Exploring the mechanism of a novel recirculating aquaculture system based on water quality parameters and bacterial communities

• Published in: Environmental science and pollution research international Vol. 30; no. 12; pp. 34760 - 34774
• Main Authors: Xiao, Gengfeng, Cheng, Xiangju, Zhu, Dantong, Li, Zhifei, Feng, Lijuan, Peng, Xiaoming, Lu, Zhuoyin, Xie, Jun
• Format: Journal Article
• Language: English
• Published: Berlin/Heidelberg Springer Berlin Heidelberg 01.03.2023
• Subjects: Ammonia; Animals; Aquaculture; Aquatic Pollution; Atmospheric Protection/Air Quality Control/Air Pollution; Bacteria - genetics; Earth and Environmental Science; Ecosystem; Ecotoxicology; Environment; Environmental Chemistry; Environmental Health; Ponds - microbiology; Research Article; RNA, Ribosomal, 16S; Waste Water Technology; Water Management; Water Pollution Control; Water Quality; Ecological pond; Decomposition mechanism; High-throughput sequencing; Wastewater treatment; Bacterial community
• ISSN: 1614-7499; 1614-7499
• DOI: 10.1007/s11356-022-24585-2

To mitigate the serious environmental problems caused by aquaculture wastewater discharge, the development of improved aquaculture systems with more self-purification capacity and less environmental impact has become essential.

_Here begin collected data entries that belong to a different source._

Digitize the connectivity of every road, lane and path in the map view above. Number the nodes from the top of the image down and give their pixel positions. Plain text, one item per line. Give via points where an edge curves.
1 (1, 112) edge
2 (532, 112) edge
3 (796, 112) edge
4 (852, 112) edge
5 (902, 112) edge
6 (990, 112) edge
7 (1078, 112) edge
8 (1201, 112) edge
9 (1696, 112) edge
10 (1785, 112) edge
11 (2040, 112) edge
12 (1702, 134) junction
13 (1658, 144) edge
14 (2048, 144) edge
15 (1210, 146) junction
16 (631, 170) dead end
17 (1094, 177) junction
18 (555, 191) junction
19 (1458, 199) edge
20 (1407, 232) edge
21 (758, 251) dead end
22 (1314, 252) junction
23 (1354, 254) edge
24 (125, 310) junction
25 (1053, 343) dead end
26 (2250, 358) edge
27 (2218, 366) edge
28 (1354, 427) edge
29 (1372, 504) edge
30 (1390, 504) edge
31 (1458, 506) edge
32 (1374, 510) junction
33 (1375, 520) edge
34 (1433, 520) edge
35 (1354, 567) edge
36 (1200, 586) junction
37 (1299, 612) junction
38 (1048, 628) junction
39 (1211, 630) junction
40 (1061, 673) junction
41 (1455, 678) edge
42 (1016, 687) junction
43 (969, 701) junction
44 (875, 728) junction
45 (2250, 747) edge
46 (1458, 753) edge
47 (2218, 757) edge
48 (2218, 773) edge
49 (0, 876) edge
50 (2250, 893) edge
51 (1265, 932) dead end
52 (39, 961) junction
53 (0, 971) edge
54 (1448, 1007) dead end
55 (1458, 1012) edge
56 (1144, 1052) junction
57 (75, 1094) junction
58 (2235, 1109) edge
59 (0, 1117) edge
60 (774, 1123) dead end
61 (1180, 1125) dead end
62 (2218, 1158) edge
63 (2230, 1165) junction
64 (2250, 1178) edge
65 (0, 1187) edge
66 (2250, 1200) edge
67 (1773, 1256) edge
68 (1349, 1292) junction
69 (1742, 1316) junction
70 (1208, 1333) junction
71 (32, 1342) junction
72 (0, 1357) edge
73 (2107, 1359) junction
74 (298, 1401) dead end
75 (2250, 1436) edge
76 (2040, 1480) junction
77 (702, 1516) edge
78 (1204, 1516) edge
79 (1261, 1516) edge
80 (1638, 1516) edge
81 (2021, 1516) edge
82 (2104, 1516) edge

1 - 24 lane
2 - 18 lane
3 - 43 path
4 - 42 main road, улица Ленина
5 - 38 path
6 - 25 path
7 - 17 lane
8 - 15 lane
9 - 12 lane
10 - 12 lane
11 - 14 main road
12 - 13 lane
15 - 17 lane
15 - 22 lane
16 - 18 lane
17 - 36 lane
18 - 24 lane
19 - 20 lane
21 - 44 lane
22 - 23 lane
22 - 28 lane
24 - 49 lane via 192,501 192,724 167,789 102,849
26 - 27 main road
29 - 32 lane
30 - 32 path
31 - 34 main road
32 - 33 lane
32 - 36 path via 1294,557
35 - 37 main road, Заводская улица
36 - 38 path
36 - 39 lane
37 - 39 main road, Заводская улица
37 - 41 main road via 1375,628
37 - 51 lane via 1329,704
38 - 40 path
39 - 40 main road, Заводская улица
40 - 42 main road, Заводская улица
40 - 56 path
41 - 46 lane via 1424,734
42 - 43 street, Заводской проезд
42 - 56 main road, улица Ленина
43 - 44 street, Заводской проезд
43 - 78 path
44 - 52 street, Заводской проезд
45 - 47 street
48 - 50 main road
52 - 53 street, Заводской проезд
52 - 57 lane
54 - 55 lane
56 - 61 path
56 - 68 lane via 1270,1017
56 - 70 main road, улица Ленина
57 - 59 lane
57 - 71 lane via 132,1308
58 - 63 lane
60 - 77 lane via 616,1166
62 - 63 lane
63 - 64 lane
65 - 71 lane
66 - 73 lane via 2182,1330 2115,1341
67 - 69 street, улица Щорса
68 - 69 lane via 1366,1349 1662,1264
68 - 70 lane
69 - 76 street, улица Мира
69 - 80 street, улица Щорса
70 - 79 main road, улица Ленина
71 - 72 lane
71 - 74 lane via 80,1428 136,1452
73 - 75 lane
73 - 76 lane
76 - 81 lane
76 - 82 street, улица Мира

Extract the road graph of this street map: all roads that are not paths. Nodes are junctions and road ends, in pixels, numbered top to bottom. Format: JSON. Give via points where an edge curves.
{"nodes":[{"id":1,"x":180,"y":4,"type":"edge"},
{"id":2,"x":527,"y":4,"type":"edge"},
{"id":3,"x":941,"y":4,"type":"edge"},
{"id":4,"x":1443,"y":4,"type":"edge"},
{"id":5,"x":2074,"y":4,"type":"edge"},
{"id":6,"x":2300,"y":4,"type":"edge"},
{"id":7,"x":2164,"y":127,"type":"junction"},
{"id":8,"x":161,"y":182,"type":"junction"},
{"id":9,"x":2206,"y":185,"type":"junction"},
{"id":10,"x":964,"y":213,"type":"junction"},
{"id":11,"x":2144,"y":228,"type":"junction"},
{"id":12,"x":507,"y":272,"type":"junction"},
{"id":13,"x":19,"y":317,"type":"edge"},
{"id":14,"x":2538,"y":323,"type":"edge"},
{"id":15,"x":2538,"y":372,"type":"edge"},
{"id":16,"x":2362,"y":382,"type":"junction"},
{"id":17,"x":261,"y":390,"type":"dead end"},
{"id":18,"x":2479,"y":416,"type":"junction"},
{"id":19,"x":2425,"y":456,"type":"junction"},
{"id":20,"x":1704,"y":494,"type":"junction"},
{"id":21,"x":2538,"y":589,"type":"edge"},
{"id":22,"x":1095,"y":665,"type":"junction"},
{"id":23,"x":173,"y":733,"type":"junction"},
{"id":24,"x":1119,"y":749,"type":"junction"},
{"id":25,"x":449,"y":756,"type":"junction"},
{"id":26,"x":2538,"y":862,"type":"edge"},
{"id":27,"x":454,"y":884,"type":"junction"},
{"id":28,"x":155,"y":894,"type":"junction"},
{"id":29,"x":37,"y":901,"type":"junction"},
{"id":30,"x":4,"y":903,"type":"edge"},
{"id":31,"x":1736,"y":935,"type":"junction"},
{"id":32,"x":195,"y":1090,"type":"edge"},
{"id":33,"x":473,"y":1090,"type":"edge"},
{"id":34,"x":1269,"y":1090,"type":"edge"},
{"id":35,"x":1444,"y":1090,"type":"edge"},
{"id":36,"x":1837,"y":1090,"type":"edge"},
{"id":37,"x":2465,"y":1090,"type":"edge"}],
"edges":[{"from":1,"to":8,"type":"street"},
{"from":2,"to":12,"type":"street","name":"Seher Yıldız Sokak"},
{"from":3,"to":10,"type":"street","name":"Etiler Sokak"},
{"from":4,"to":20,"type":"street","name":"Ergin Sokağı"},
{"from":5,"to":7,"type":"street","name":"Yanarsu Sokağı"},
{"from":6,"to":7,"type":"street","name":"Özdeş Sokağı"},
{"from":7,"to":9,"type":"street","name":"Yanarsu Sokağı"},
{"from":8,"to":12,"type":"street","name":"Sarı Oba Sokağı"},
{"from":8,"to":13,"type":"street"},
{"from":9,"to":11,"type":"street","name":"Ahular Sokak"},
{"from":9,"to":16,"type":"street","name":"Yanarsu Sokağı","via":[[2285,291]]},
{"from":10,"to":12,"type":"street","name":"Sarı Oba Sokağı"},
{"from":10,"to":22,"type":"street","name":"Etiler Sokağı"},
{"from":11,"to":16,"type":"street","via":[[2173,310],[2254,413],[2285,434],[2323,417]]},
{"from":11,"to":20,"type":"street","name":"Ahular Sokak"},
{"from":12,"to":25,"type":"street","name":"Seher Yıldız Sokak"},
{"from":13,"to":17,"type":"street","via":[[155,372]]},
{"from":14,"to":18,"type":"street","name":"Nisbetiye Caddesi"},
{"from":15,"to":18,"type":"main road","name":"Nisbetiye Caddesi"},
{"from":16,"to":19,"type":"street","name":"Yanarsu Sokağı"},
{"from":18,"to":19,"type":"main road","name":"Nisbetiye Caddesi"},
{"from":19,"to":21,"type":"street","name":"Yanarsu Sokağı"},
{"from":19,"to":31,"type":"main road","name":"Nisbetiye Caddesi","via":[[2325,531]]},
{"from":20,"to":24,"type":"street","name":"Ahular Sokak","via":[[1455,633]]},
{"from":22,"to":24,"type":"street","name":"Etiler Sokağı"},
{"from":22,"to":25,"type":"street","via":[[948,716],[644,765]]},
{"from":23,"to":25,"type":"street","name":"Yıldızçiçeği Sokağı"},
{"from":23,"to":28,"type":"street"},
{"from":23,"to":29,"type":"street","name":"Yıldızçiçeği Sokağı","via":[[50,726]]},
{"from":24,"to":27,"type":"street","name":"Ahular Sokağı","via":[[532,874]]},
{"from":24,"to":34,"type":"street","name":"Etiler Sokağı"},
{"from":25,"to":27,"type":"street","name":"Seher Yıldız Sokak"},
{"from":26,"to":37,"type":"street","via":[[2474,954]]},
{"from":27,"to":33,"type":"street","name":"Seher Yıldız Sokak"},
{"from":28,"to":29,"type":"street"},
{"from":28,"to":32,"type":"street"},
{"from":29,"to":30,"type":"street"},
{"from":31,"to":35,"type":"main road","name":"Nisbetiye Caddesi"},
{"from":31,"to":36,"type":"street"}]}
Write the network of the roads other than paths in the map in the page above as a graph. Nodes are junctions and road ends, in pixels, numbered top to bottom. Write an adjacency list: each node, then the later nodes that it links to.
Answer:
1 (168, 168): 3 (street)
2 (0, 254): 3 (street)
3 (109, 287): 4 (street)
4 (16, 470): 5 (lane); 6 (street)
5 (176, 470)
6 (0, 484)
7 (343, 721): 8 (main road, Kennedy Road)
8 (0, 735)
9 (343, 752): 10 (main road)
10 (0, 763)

A novel recirculating aquaculture system (RAS) with ecological ponds was introduced. However, the mechanism of how the ecological ponds decompose the nutrients from the residual feed and excrement of fish is still unclear. Therefore, we designed a seven-week field experiment to explore the dynamic of water quality and the shift of bacterial communities during the initial stage of the RAS ecosystem to maintain the stability of the system. According to the result, the dissolved oxygen concentration maintained at 5.63 to 10.22 mg·L −1 in aquaculture water, and electrical conductivity increased by 100% to over 800 μs·cm −1 . High-throughput sequencing showed that the abundance and diversity of the bacterial communities in sediment samples were significantly higher than in water samples, and the Proteobacteria , Bacteroidetes , Cyanobacteria , and Actinobacteria were dominant phyla in all samples. The relative abundance of ammonia-oxidizing archaea, ammonia-oxidizing bacteria, and nitrite-oxidizing bacteria was lower than 0.10, but rising. Redundancy analysis suggested that TOC, EC, NO 3 − , and NO 2 − were the most important factors shaping the bacterial communities in aquaculture water. Our studies assessed the RAS with ecological ponds for the first time based on water quality parameters and bacterial communities, which indicates that decomposition capacity is insufficient but improved at the initial stage of the operation, and potential risks like eutrophication require attention.